**Given information**:
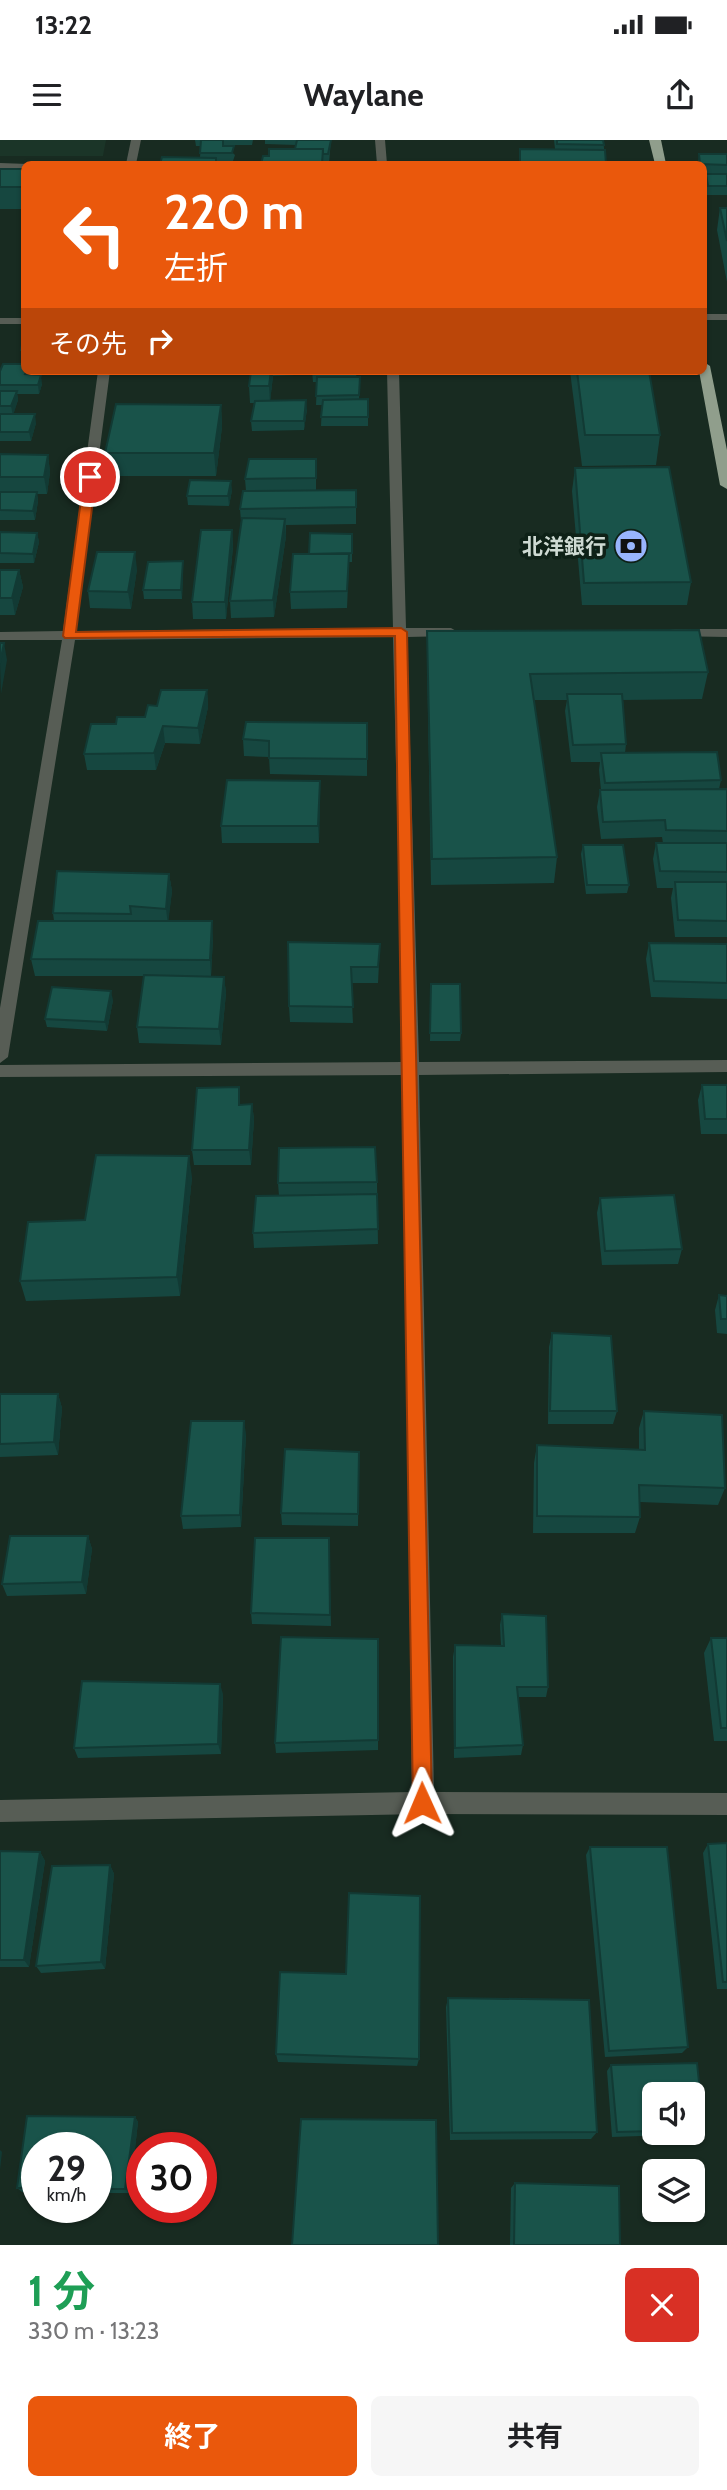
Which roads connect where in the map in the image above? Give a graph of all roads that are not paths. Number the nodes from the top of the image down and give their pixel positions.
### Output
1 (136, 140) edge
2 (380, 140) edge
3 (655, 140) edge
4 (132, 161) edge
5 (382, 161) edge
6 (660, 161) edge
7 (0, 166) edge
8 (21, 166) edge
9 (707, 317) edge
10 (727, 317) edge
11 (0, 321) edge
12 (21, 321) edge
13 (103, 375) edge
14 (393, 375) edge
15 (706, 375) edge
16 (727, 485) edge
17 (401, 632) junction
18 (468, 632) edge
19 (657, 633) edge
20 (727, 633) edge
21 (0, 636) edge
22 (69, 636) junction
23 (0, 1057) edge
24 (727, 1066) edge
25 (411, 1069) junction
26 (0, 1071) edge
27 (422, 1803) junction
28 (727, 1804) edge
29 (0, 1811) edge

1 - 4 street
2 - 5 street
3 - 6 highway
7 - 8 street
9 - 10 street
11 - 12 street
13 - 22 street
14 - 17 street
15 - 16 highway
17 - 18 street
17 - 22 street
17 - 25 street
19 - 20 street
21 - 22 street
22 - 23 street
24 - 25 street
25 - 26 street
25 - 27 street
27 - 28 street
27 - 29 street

==

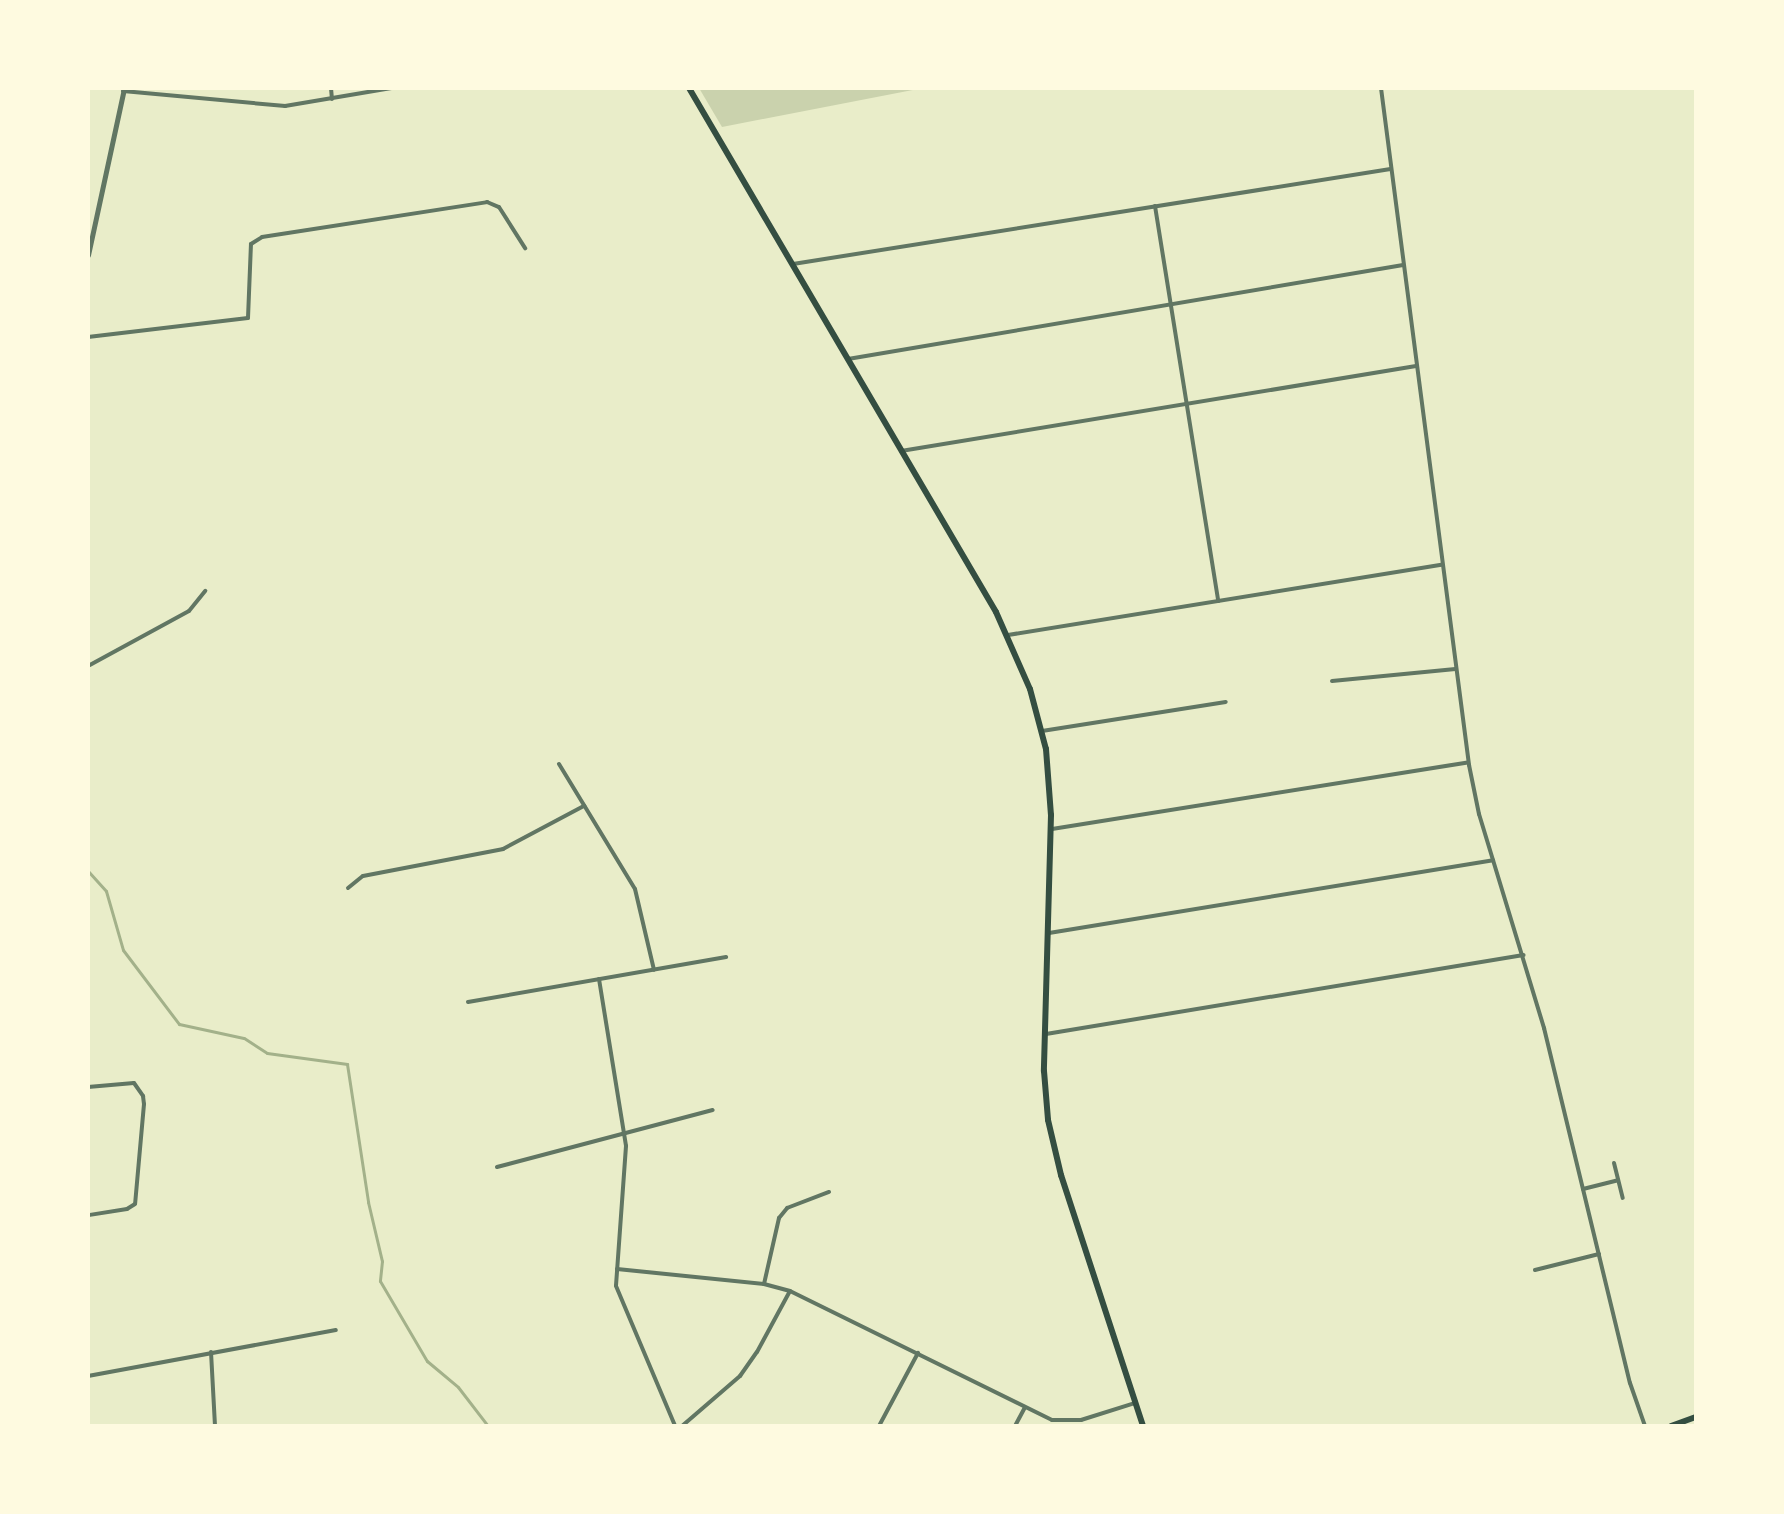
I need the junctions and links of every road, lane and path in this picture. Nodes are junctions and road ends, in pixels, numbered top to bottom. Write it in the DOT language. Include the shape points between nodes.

**Exercise brief**: In the material above, which lines contain "nodes"? Copy each of them.

**Task response**:
Which roads connect where in the map in the image above? Give a graph of all roads that are not paths. Number the nodes from the top of the image down and give their pixel positions.
I need the junctions and links of every road, lane and path in this picture. Nodes are junctions and road ends, in pixels, numbered top to bottom. Write it in the DOT language. Include the shape points between nodes.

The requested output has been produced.